Reflections on The Startup Way – Part 2

The Startup Way: How Entrepreneurial Management Transforms Culture and  Drives Growth: Amazon.co.uk: Ries, Eric: 9780241197264: Books
The Startup Way: How Modern Companies Use Entrepreneurial Management to Transform Culture and Drive Long-Term Growth. By Eric Ries

In his The Startup Way book, Eric Ries reveals how entrepreneurial principles can be used by businesses to take advantage of enormous opportunities and overcome challenges resulting from our connected economy.

In this series of posts, I’ll share my key takeaways, and relate those to my own experiences and reflections. In the last article, I explored how organisations corner themselves by becoming over-reliant on their successes. In this article, I’ll introduce and reflect upon the missing organisational capabilities for entrepreneurialism and new growth.

Ries describes these capabilities as:

  • Create space for experiments with appropriate liability constraints
  • Fund projects without knowing the return-on-investment (ROI) in advance
  • Create appropriate milestones for teams that are operating autonomously

In my experience, successful innovation occurs when entrepreneurs’ autonomy is bounded within a governance process which selectively and incrementally invests in strategies that are demonstrating early success. If innovators cannot demonstrate early signs of ROI then they either pivot to a different strategy, or they receive no further funding.

This approach enables appropriate liability constraints, operational autonomy and funding without knowing the ROI upfront. It protects innovations teams from over-committing, and it protects the business from over-investing in strategies which haven’t proven themselves.

The team is liable because they have the responsibility to achieve what’s been agreed. The leaders are also liable in that they must remove organisational impediments and protect the team from the status quo that may hamper the innovation team.

Freedom is constrained to ensure the team and leaders focus on what specifically needs to be learnt at a sustainable pace. The constraints should be both time and funding; for example 4-weeks and $25,000.

Yet, this approach doesn’t mean innovation teams are micromanaged; it’s quite the opposite. Once an innovation team has agreed on the measures of success, gained the support of leaders and received the funding, they have the freedom to explore how to achieve their goals within the agreed constraints.

Couple Buying Meat at a Supermarket
The innovation team relied on the leaders’ support, protection and network to work with store managers who were open to testing the benefits of the Scan and Go app.

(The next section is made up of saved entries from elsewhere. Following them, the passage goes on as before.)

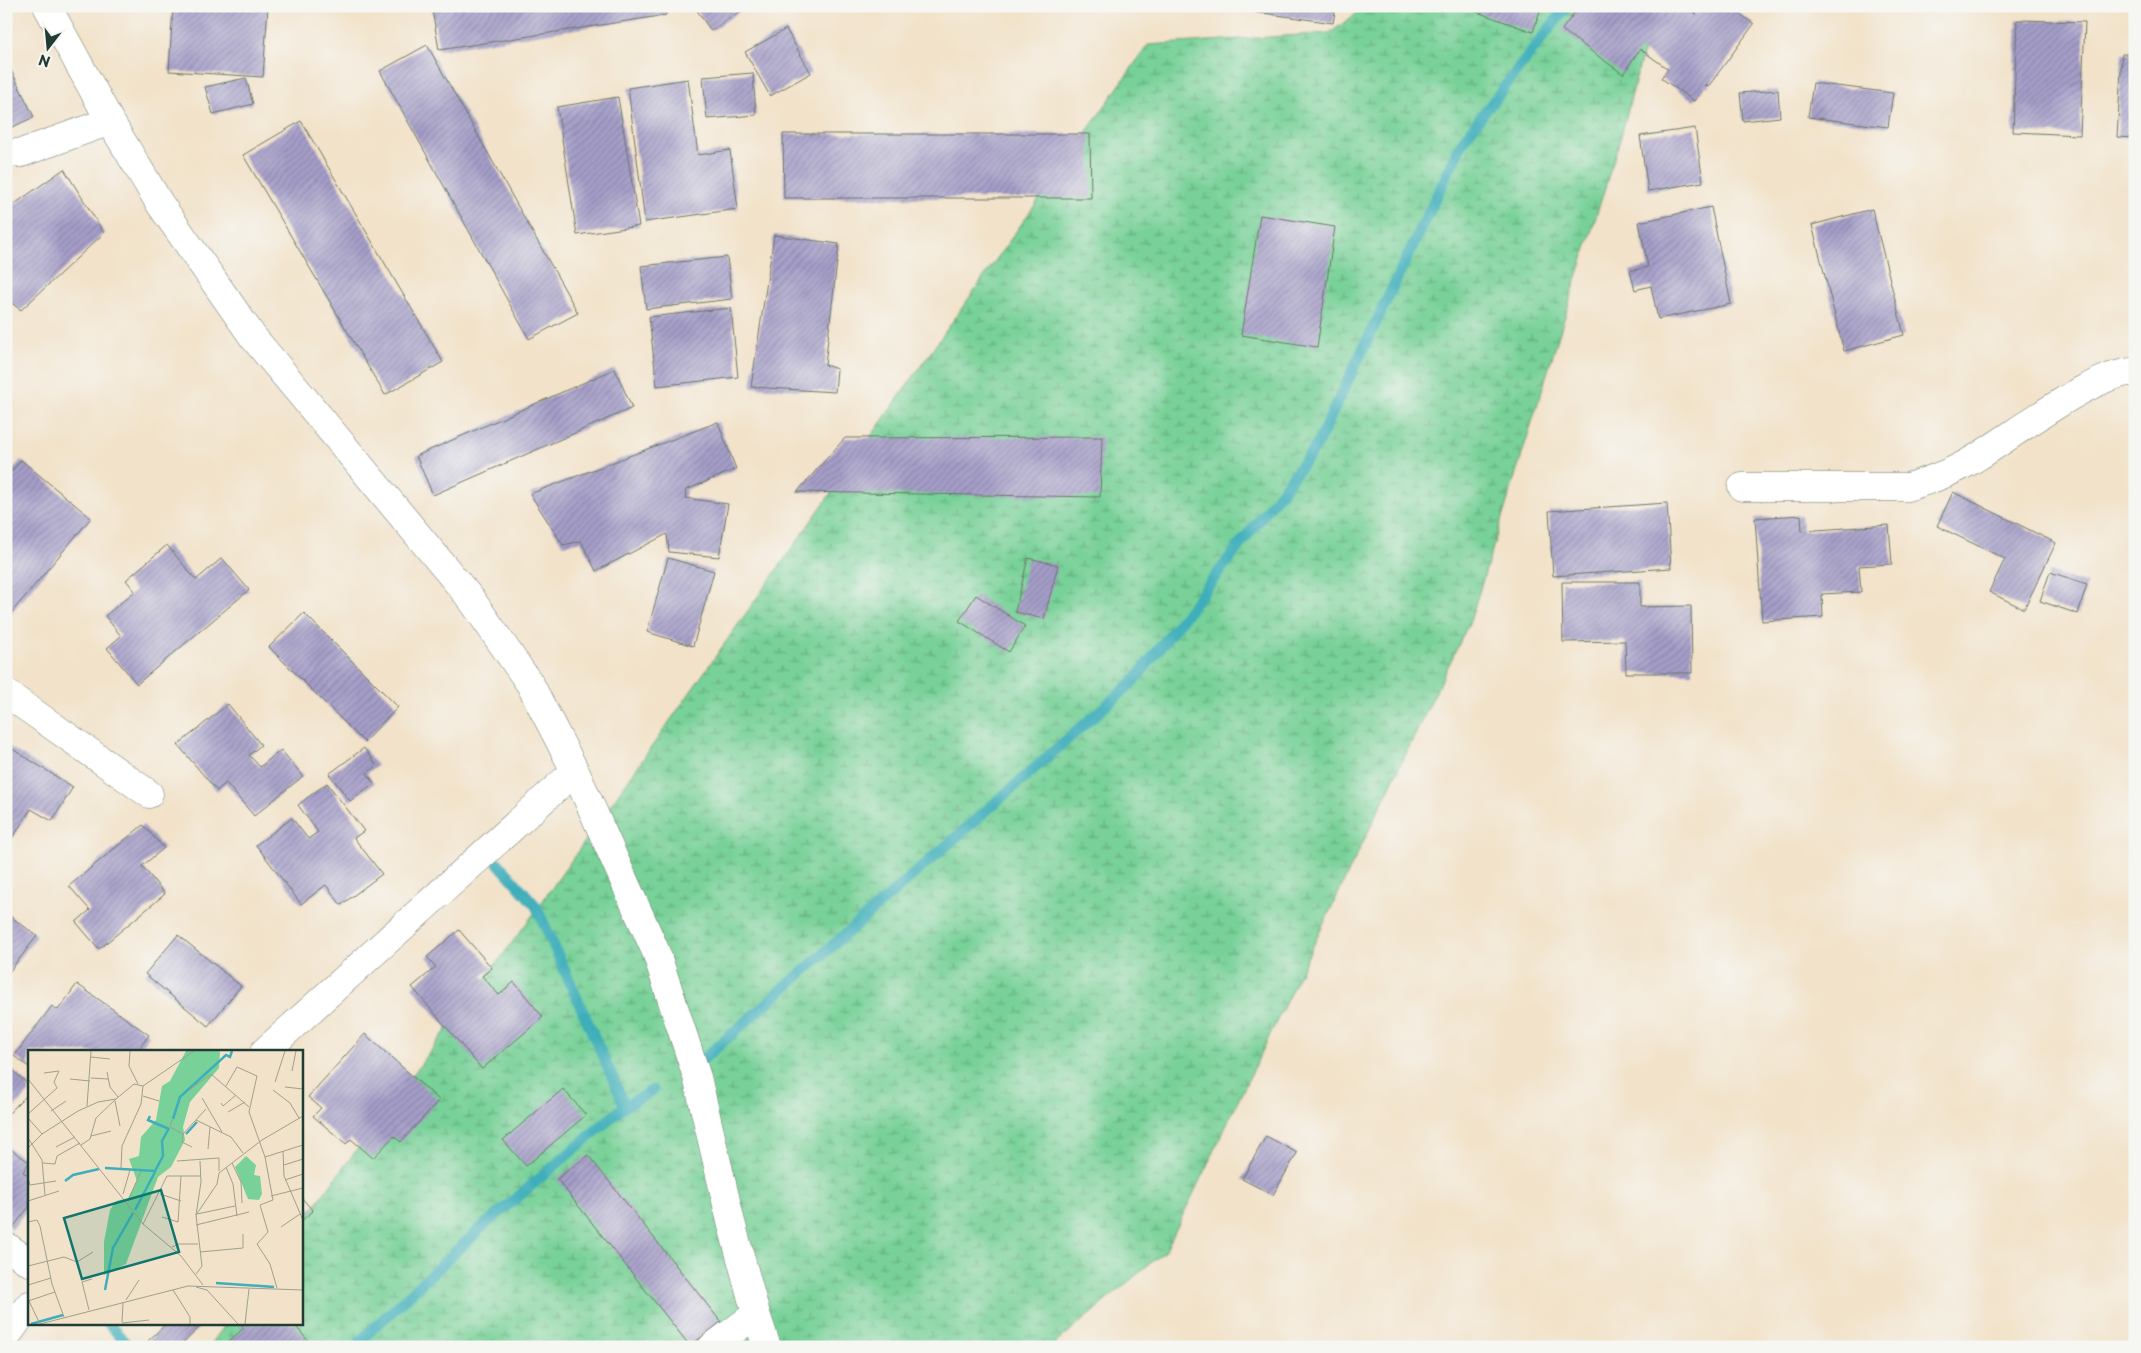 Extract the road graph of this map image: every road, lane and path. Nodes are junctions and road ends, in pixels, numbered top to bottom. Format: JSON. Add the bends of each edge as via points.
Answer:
{"nodes":[{"id":1,"x":47,"y":6,"type":"edge"},
{"id":2,"x":110,"y":121,"type":"junction"},
{"id":3,"x":6,"y":153,"type":"edge"},
{"id":4,"x":2135,"y":372,"type":"edge"},
{"id":5,"x":1742,"y":487,"type":"dead end"},
{"id":6,"x":6,"y":693,"type":"edge"},
{"id":7,"x":575,"y":771,"type":"junction"},
{"id":8,"x":149,"y":794,"type":"dead end"},
{"id":9,"x":266,"y":1050,"type":"edge"},
{"id":10,"x":6,"y":1246,"type":"edge"},
{"id":11,"x":28,"y":1261,"type":"edge"},
{"id":12,"x":28,"y":1306,"type":"edge"},
{"id":13,"x":756,"y":1314,"type":"junction"},
{"id":14,"x":6,"y":1337,"type":"edge"},
{"id":15,"x":712,"y":1347,"type":"edge"},
{"id":16,"x":767,"y":1347,"type":"edge"}],
"edges":[{"from":1,"to":2,"type":"street"},
{"from":2,"to":3,"type":"street","via":[[21,153]]},
{"from":2,"to":7,"type":"street","via":[[160,204],[254,337],[471,599],[530,684]]},
{"from":4,"to":5,"type":"street","via":[[2125,371],[2090,385],[1972,460],[1907,487]]},
{"from":6,"to":8,"type":"street"},
{"from":7,"to":9,"type":"street"},
{"from":7,"to":13,"type":"street","via":[[656,952],[697,1077]]},
{"from":10,"to":11,"type":"street"},
{"from":12,"to":14,"type":"street"},
{"from":13,"to":15,"type":"street"},
{"from":13,"to":16,"type":"street"}]} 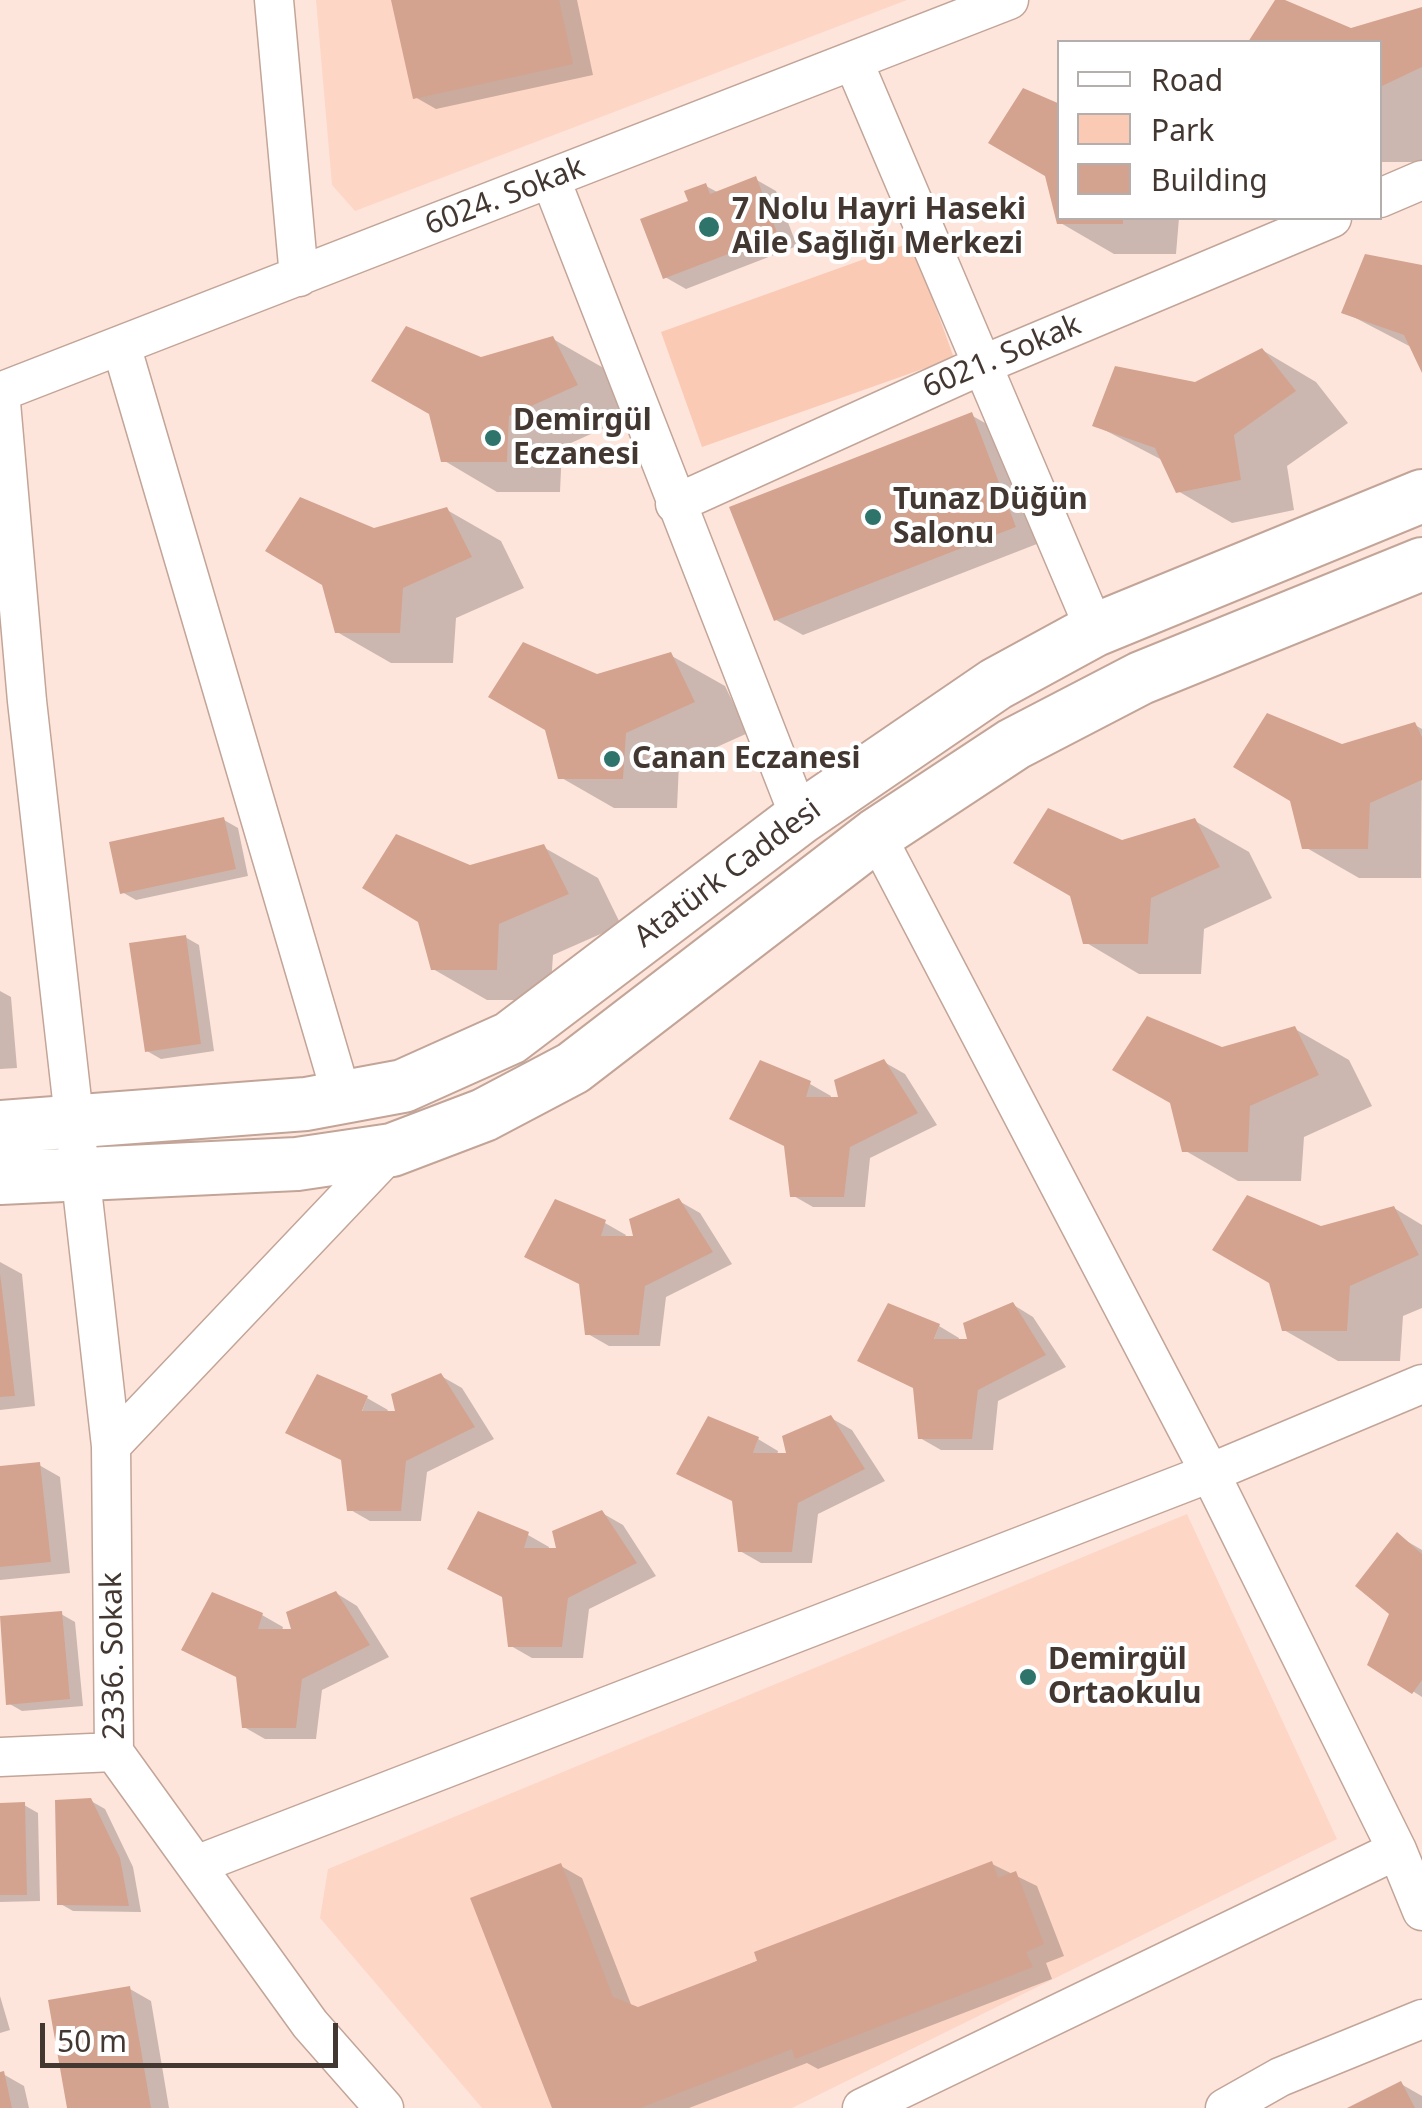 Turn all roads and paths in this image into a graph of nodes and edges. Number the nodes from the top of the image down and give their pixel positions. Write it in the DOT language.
graph roads {
  1 [pos="274,0"];
  2 [pos="1009,0"];
  3 [pos="854,63"];
  4 [pos="551,180"];
  5 [pos="1422,180"];
  6 [pos="1382,197"];
  7 [pos="1327,220"];
  8 [pos="299,277"];
  9 [pos="121,345"];
  10 [pos="982,365"];
  11 [pos="0,391"];
  12 [pos="1422,496"];
  13 [pos="675,504"];
  14 [pos="1422,564"];
  15 [pos="1095,630"];
  16 [pos="13,701"];
  17 [pos="800,818"];
  18 [pos="876,835"];
  19 [pos="342,1097"];
  20 [pos="73,1123"];
  21 [pos="0,1127"];
  22 [pos="392,1150"];
  23 [pos="80,1175"];
  24 [pos="0,1178"];
  25 [pos="1422,1384"];
  26 [pos="111,1446"];
  27 [pos="1210,1473"];
  28 [pos="114,1752"];
  29 [pos="0,1757"];
  30 [pos="1397,1850"];
  31 [pos="196,1865"];
  32 [pos="1422,1912"];
  33 [pos="1422,2019"];
  34 [pos="1287,2093"];
  35 [pos="384,2108"];
  36 [pos="862,2108"];
  37 [pos="1225,2108"];
  1 -- 8 [label="street"];
  2 -- 3 [label="street, 6024. Sokak"];
  3 -- 4 [label="street, 6024. Sokak"];
  3 -- 10 [label="street"];
  4 -- 8 [label="street, 6024. Sokak"];
  4 -- 13 [label="street"];
  5 -- 6 [label="street"];
  7 -- 10 [label="street, 6021. Sokak"];
  8 -- 9 [label="street, 6024. Sokak"];
  9 -- 11 [label="street, 6024. Sokak"];
  9 -- 19 [label="street"];
  10 -- 13 [label="street, 6021. Sokak"];
  10 -- 15 [label="street"];
  11 -- 16 [label="street, 2336. Sokak"];
  12 -- 15 [label="main road, Atatürk Caddesi"];
  13 -- 17 [label="street"];
  14 -- 18 [label="main road, Atatürk Caddesi"];
  15 -- 17 [label="main road, Atatürk Caddesi"];
  16 -- 20 [label="street, 2336. Sokak"];
  17 -- 19 [label="main road, Atatürk Caddesi"];
  18 -- 22 [label="main road, Atatürk Caddesi"];
  18 -- 27 [label="street"];
  19 -- 20 [label="main road, Atatürk Caddesi"];
  20 -- 21 [label="main road, Atatürk Caddesi"];
  20 -- 23 [label="street, 2336. Sokak"];
  22 -- 23 [label="main road, Atatürk Caddesi"];
  22 -- 26 [label="street"];
  23 -- 24 [label="main road, Atatürk Caddesi"];
  23 -- 26 [label="street, 2336. Sokak"];
  25 -- 27 [label="street"];
  26 -- 28 [label="street, 2336. Sokak"];
  27 -- 30 [label="street"];
  27 -- 31 [label="street"];
  28 -- 29 [label="street"];
  28 -- 31 [label="street, 2336. Sokak"];
  30 -- 32 [label="street"];
  30 -- 36 [label="street"];
  31 -- 35 [label="street, 2336. Sokak"];
  33 -- 34 [label="street"];
  34 -- 37 [label="street"];
}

Photo by Jack Sparrow from Pexels

An example of where I’ve supported a retail client achieve this is with their Scan and Go service they were developing. The team wanted if store operations could support customers purchasing items by scanning and purchasing them using smartphones, and then immediately leaving the store. This allowed customers to avoid the checkout queues and put less pressure on the checkout staff.

There was natural concern that there would an increase in theft (known as shrink in the retail industry). To contain risk the innovation team had liability constraints of 2-weeks when they could test a prototype in two stores which were closely monitored. The types of items which could be purchased were also limited.

Assorted Bottles and Cans in Commercial Coolers
To create safe-to-learn constraints, types of items were excluded from the Scan and Go experiments. For example beers, wines and spirits which are high-value items.

Photo by junjie xu from Pexels

No one knew the ROI upfront. How much would it cost to build and operate? How would it impact sales and shrink? How would store security respond? To find out the team worked with the leaders to agree on measures of success and thresholds.

Within a limited timebox, budget and range of items, the innovation team chose to develop and conduct experiments in a way they felt appropriate. The leaders were on hand to use their social network to identify the rare store managers who were open to partnering with the team.

Without prompting, tentative signs of success were shared between store managers. The excitement of collaborative discovery created interest from area managers. This buzz created a larger opening for the next scale of experimentation. Changed was never pushed onto store and area managers.

This unprompted exchange of stories between different groups shows that innovation is as much a social phenomenon as a technological one.

This example of experimentation with liability constraints, funding without knowing the ROI upfront and allowing teams to operate with autonomy, became an exemplar of entrepreneurialism for my client.

Remember from the last article, that entrepreneurialism is vital to ensure organisations don’t become over-dependent on past successes.